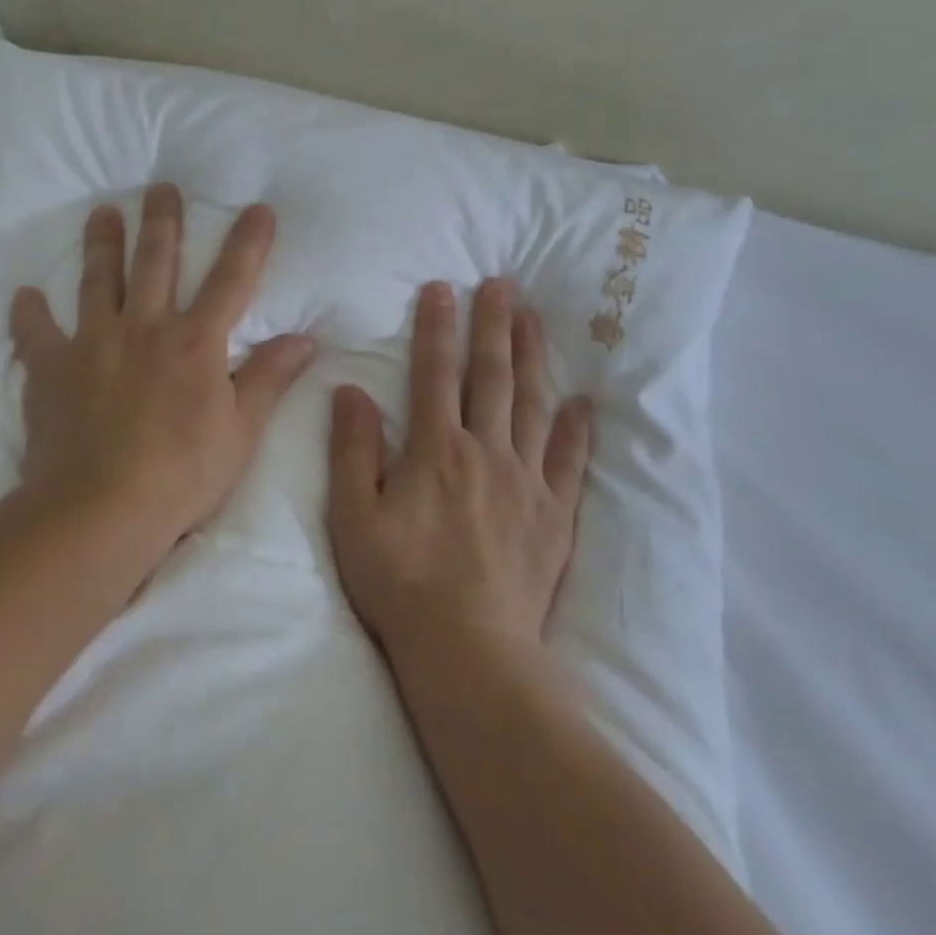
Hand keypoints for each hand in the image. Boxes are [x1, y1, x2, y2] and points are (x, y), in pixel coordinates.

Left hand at [8, 183, 314, 555]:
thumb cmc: (181, 474)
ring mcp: (94, 343)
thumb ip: (269, 379)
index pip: (231, 280)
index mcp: (196, 342)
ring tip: (102, 213)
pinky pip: (36, 334)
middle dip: (163, 221)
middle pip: (157, 262)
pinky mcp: (51, 369)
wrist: (99, 511)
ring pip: (98, 280)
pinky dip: (29, 314)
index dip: (248, 242)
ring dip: (102, 243)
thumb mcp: (241, 431)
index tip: (257, 208)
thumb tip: (305, 339)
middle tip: (161, 187)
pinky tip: (25, 294)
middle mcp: (145, 328)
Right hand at [326, 278, 592, 660]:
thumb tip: (351, 391)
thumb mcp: (353, 517)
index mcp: (435, 449)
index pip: (435, 372)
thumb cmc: (400, 583)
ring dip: (532, 356)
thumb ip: (352, 450)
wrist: (468, 650)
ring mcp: (525, 481)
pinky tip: (583, 403)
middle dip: (494, 324)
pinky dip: (576, 430)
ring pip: (531, 403)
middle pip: (491, 375)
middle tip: (501, 284)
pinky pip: (569, 462)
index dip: (437, 327)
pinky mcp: (554, 514)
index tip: (442, 288)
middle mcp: (485, 451)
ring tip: (534, 318)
• • • • • • •
Where a line of the entries above holds the word "pinky", return that line.

Solved problem:
pinky pip: (36, 334)
pinky mcp: (51, 369)
pinky dip: (29, 314)
pinky tip: (25, 294)
pinky tip: (583, 403)
pinky dip: (576, 430)
pinky pip: (569, 462)
pinky mcp: (554, 514)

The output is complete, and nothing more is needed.